Che dire? Mio nonno era sicuramente antifascista, “Geassa” ritratto nella fotografia di Monte Spineto al centro in basso con il suo corno, e Casonato, con la tromba al suo fianco, furono nel dopoguerra militanti comunisti, mentre erano di area socialista il maestro Pallavicini e Giorgetti…  Anche qui possiamo solo azzardare qualche ipotesi: possiamo allora pensare che la banda continua certamente a vivere durante il ventennio, e anche nei primi anni della guerra, ma probabilmente si mantiene un poco discosta rispetto al pomposo e imponente apparato ricreativo e dopolavoristico caratteristico del totalitarismo fascista. Ciò, del resto, aiuterebbe a spiegare perché la banda attraversa in quegli anni un periodo piuttosto difficile. Tollerata ma non amata dal regime, probabilmente non godette di particolari favori e finanziamenti. Ma siamo appunto nel campo delle ipotesi, di pochi fatti in grado di suggerire una possibile interpretazione, da verificare e precisare attraverso ricerche e studi più puntuali e documentati.

7.

Prima di riprendere con i nostri “flash” e addentrarci nei decenni a noi più vicini, vale la pena proporre ancora alcune considerazioni particolarmente significative proprio per il periodo che termina con gli anni trenta: il tema è quello, a cui già si è accennato, del ruolo sociale e culturale della banda.
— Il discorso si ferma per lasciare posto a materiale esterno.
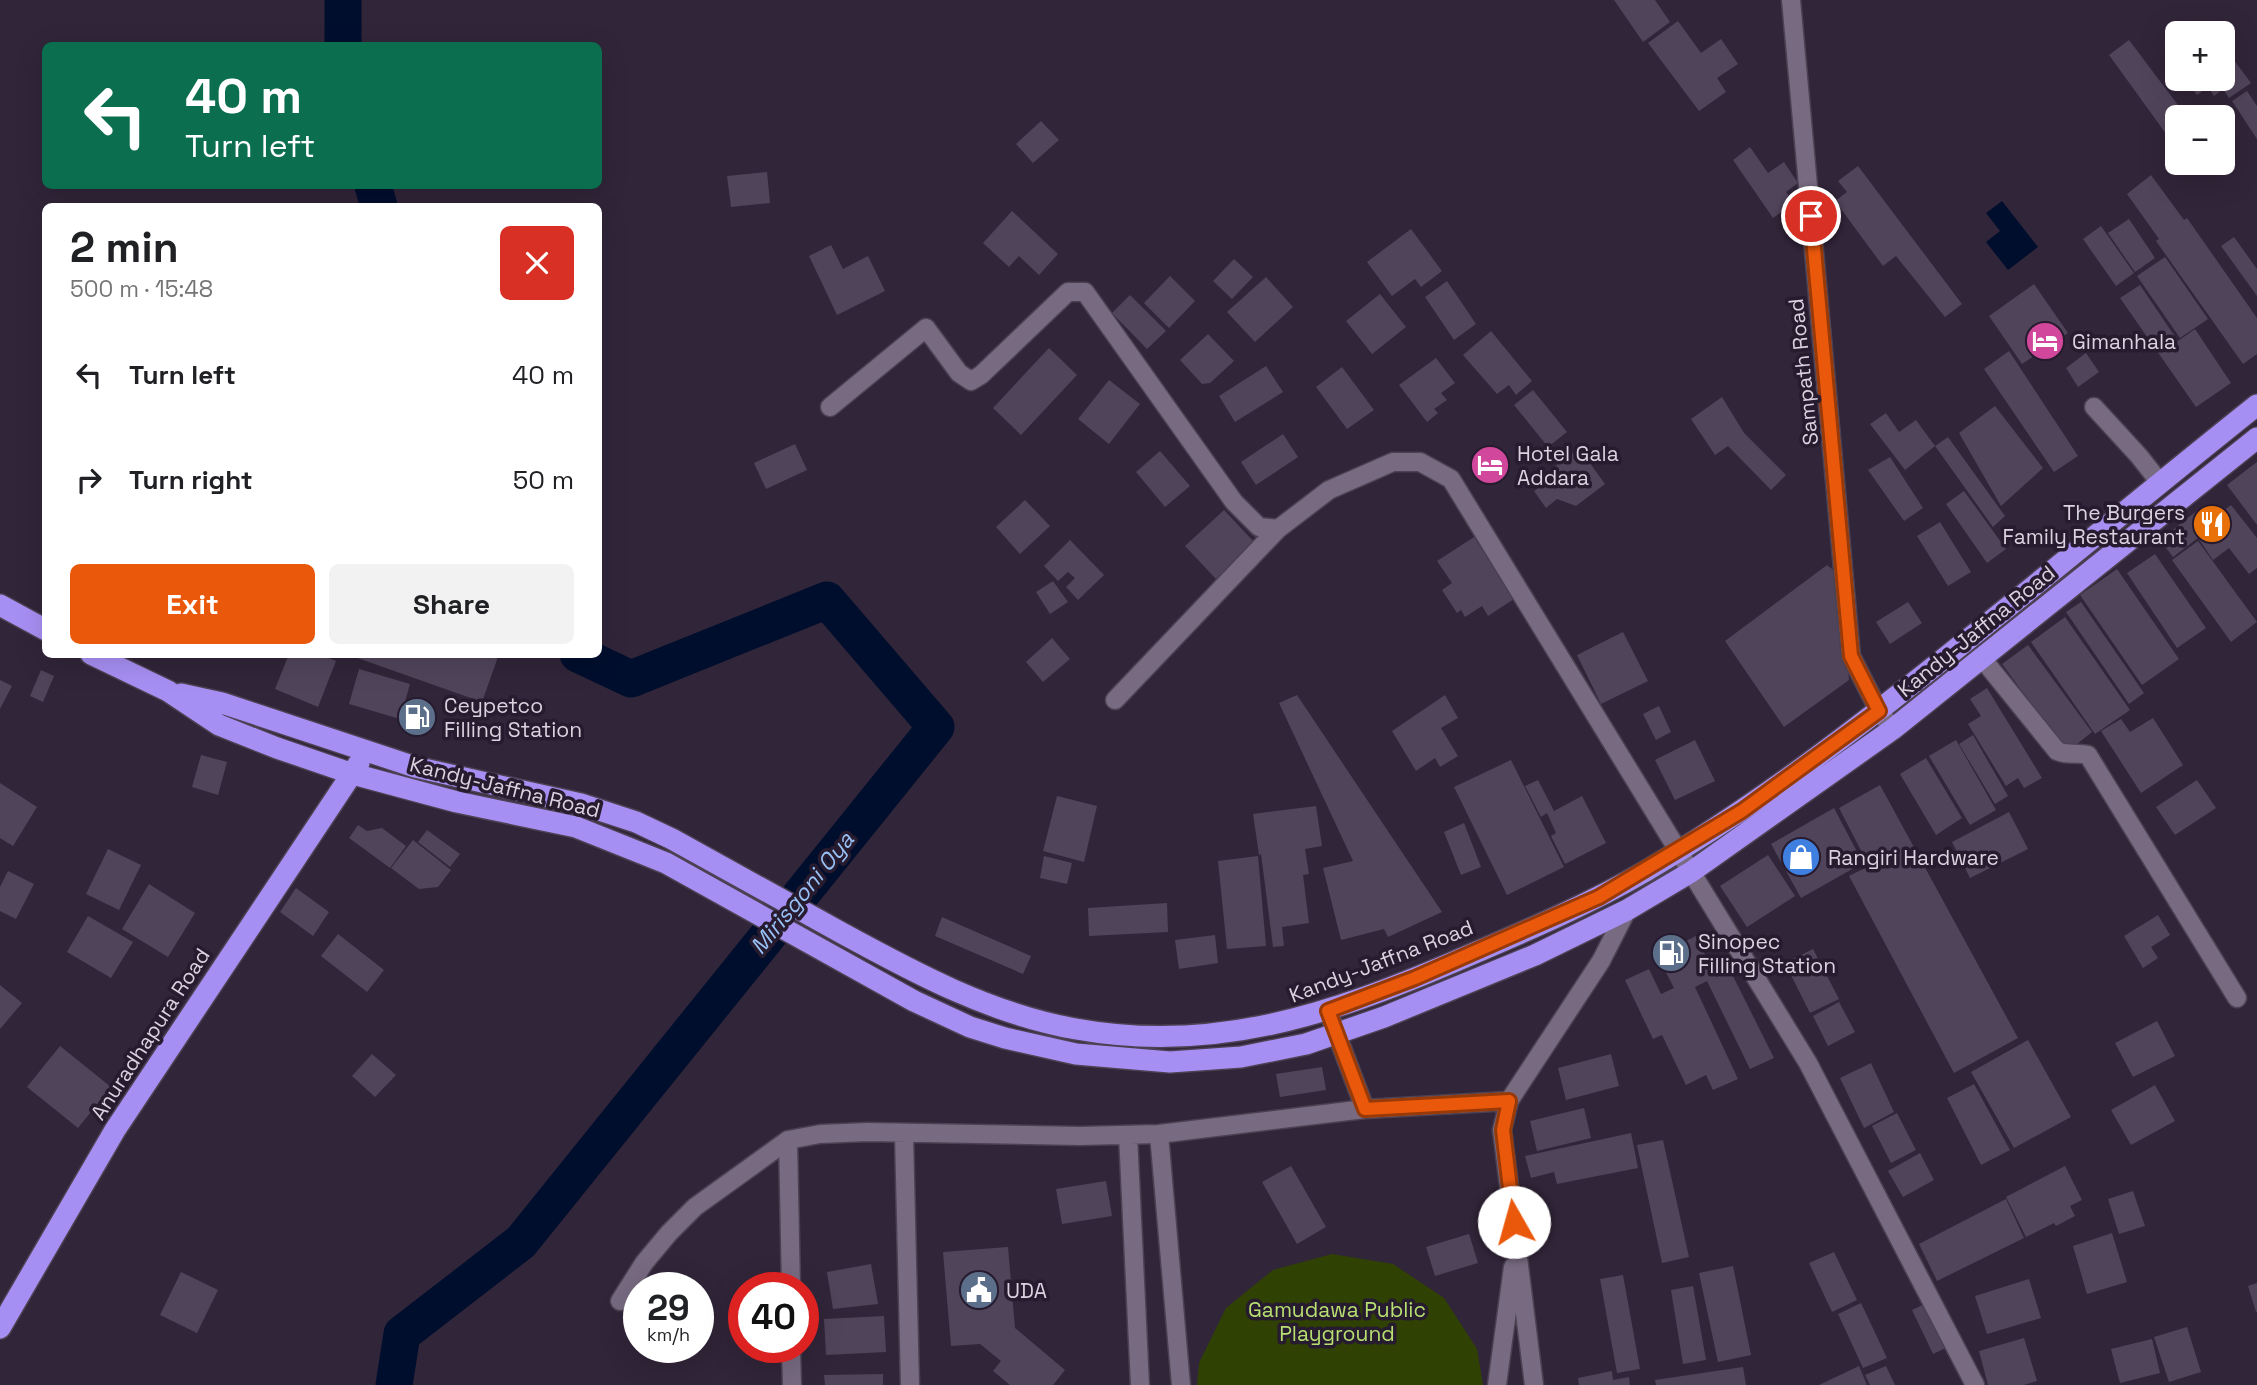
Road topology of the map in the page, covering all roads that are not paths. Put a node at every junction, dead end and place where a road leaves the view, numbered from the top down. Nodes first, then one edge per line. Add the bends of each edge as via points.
1 (1791, 0) edge
2 (2257, 405) edge
3 (830, 407) dead end
4 (2094, 407) dead end
5 (2257, 438) edge
6 (2204, 447) junction
7 (2220, 468) junction
8 (2161, 484) junction
9 (1279, 529) junction
10 (0, 605) edge
11 (42, 628) edge
12 (1981, 657) junction
13 (99, 658) edge
14 (169, 691) junction
15 (1115, 700) dead end
16 (1879, 711) junction
17 (1893, 729) junction
18 (364, 752) junction
19 (353, 774) junction
20 (1680, 850) junction
21 (1691, 872) junction
22 (1627, 910) junction
23 (2237, 998) dead end
24 (1328, 1011) junction
25 (1337, 1035) junction
26 (1509, 1101) junction
27 (1365, 1109) junction
28 (1159, 1133) junction
29 (904, 1135) junction
30 (1128, 1135) junction
31 (788, 1140) junction
32 (1516, 1244) junction
33 (790, 1272) edge
34 (620, 1301) dead end
35 (0, 1328) edge
36 (791, 1363) edge
37 (792, 1385) edge
38 (910, 1385) edge
39 (1140, 1385) edge
40 (1181, 1385) edge
41 (1497, 1385) edge
42 (1534, 1385) edge
43 (1975, 1385) edge

1 - 16 street, Sampath Road via 1851,656
2 - 6 highway, Kandy-Jaffna Road
3 - 9 street via 926,328 958,373 971,381 1068,292 1084,292 1234,502 1259,527
4 - 8 street
5 - 7 highway, Kandy-Jaffna Road
6 - 7 street
6 - 8 highway, Kandy-Jaffna Road
7 - 12 highway, Kandy-Jaffna Road
8 - 16 highway, Kandy-Jaffna Road
9 - 15 street
9 - 20 street via 1329,490 1393,462 1420,463 1451,479
10 - 11 highway
12 - 17 highway, Kandy-Jaffna Road
12 - 23 street via 2057,751 2088,755
13 - 14 highway
14 - 18 highway, Kandy-Jaffna Road via 222,703
14 - 19 highway, Kandy-Jaffna Road via 219,725
16 - 17 street, Sampath Road
16 - 20 highway, Kandy-Jaffna Road via 1786,781
17 - 21 highway, Kandy-Jaffna Road
18 - 19 highway, Anuradhapura Road
18 - 24 highway, Kandy-Jaffna Road via 593,807 636,822 924,977 1017,1015 1110,1034 1204,1036 1273,1026
19 - 25 highway, Kandy-Jaffna Road via 576,827 666,863 943,1015 1044,1048 1170,1062 1241,1057
19 - 35 highway, Anuradhapura Road via 116,1130
20 - 21 street
20 - 24 highway, Kandy-Jaffna Road via 1599,897
21 - 22 highway, Kandy-Jaffna Road
21 - 43 street via 1808,1063
22 - 25 highway, Kandy-Jaffna Road via 1535,955
22 - 26 street via 1601,961
24 - 25 street
25 - 27 street
26 - 27 street
26 - 32 street via 1503,1130
27 - 28 street
28 - 30 street
28 - 40 street
29 - 30 street
29 - 31 street via 820,1134
29 - 38 street
30 - 39 street
31 - 33 street
31 - 34 street via 695,1207 644,1263
32 - 41 street
32 - 42 street
36 - 37 street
Come è noto l’URI, poi EIAR, l’Azienda radiofonica italiana inizia le proprie trasmissioni nel 1924, ma si diffonde con una certa lentezza. Alla fine del 1928 gli abbonati in tutta Italia sono solo 61.500. Anche i grammofoni sono un genere di gran lusso e poco diffusi, e negli anni Venti i pochi esemplari presenti nelle case italiane si dividono ancora tra quelli capaci di riprodurre i più moderni dischi microsolco e quelli più arcaici  a “cilindro”.

Almeno sino alla fine alla seconda guerra per le classi popolari le occasioni per ascoltare musica dal vivo, continuano ad essere molto rare. Certo, esistono le squadre di canto, ma il loro repertorio è limitato quasi esclusivamente alle melodie tradizionali o di carattere patriottico-militare; ed esistono le orchestrine da ballo, capci magari di diffondere qualche “ritmo” più moderno, ma non molto di più.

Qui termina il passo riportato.